Armstrong Numbers is also known as Strange Numbers. Because these kind of numbers are very strange in number system. So programming Armstrong numbers are really funny and interesting.

What is Armstrong Numbers?

These are the numbers, if we take sum of its individual digits with power of number of digits, then result will be same number.
Example:

153
    Here number of digit is 3
    Then sum of digit with power of number of digit is
    1^3 + 5^3 + 3^3 => 1 + 125 + 27 = 153 (Again original number)

8208
    Here number of digit is 4
    So
    8^4 + 2^4 + 0^4 + 8^4 => 4096 + 16 + 0 + 4096 = 8208

All one digit numbers are Armstrong numbers. That is 1,2,3,4…. 9
2^1 = 2
3^1 = 3
9474
5 54748,
6 548834
7 1741725, 4210818, 9800817, 9926315
8 24678050, 24678051, 88593477

Other examples are:

 370, 371, 1634, 9474, 54748, 92727, 93084, 548834, 1741725, 4210818, 9800817, 9926315, 24678050, 24678051, 88593477 etc … but very large, rare and strange

Let us see how to write a Visual studio.Net program to check whether the given number is Armstrong or not.

Private Sub Button1_Click(ByVal sender As System.Object, ByVal e As System.EventArgs) Handles Button1.Click

        Dim num As Integer = 0

        Dim rmd As Integer = 0

        Dim sum As Integer = 0

        Dim orginal As Integer

        Dim tempNum As Integer

        Dim count As Integer = 0

        num = TextBox1.Text

        orginal = num

        tempNum = num

        While tempNum <> 0

            count = count + 1

            tempNum = Math.Floor(tempNum / 10)

        End While


        While num > 0

            rmd = Math.Floor(num Mod 10)

            num = Math.Floor(num / 10)

            sum = sum + Math.Pow(rmd, count)

        End While
        If sum = orginal Then

            MessageBox.Show("Armstrong")

        Else

            MessageBox.Show("Not Armstrong")

        End If

 End Sub


At first a loop counts the number of digits and power the individual digits with number of digit and sum it. Finally check the given number with original number. If both are equal then that number should be an Armstrong number.
Math.Floor used to avoid rounding numbers. If we don't use this function, then 4.2 consider as 4 and 4.6 consider as 5.

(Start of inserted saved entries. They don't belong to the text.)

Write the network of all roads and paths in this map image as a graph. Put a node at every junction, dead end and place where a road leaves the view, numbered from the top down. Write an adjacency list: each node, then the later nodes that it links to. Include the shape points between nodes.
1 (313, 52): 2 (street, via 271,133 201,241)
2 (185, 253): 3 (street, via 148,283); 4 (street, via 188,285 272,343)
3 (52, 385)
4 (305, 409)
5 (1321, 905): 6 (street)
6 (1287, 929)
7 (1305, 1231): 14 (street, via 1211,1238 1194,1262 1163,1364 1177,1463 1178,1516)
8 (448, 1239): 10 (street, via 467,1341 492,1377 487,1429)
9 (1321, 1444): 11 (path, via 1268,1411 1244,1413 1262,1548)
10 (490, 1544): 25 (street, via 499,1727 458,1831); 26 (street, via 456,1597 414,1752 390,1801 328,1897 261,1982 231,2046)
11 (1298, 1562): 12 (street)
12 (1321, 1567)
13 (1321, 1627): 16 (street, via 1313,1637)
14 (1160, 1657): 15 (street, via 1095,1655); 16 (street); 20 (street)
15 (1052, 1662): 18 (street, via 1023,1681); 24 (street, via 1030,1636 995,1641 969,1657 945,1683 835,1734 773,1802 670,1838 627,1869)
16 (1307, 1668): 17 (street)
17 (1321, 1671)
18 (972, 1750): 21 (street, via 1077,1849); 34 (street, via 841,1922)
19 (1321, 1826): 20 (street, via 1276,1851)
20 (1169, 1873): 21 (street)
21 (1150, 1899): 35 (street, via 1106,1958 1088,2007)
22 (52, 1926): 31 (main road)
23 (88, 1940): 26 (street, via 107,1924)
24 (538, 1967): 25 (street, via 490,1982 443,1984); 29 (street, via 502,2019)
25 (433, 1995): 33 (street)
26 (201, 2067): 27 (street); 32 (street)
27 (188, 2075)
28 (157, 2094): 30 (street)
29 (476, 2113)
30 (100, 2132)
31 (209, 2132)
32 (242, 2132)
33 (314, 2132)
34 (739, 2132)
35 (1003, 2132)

Armstrong Number program in vb.net


Program using Function:

Public Class windowsfn


    Dim original As Integer

    Dim sum As Integer = 0

    Dim rmd As Integer = 0

    Private Sub Button2_Click(ByVal sender As System.Object, ByVal e As System.EventArgs) Handles Button2.Click

        Dim number As Integer

        Dim rmd As Integer = 0

        Dim tempNum As Integer

        Dim count As Integer = 0

        number = TextBox1.Text

        orginal = number

        tempNum = number
        While tempNum <> 0

            count = count + 1

            tempNum = Math.Floor(tempNum / 10)

        End While


        amscheck(number, count)

    End Sub


    Private Sub amscheck(ByVal num, ByVal count)

        sum = 0

        While num > 0

            rmd = Math.Floor(num Mod 10)

            num = Math.Floor(num / 10)

            sum = sum + Math.Pow(rmd, count)

        End While

        If sum = original  Then

            MessageBox.Show("Armstrong Number")

        Else

            MessageBox.Show("Not an Armstrong Number")

        End If

    End Sub

End Class


Note that, here we use integer as number data types. So we can’t check large digit number using this program.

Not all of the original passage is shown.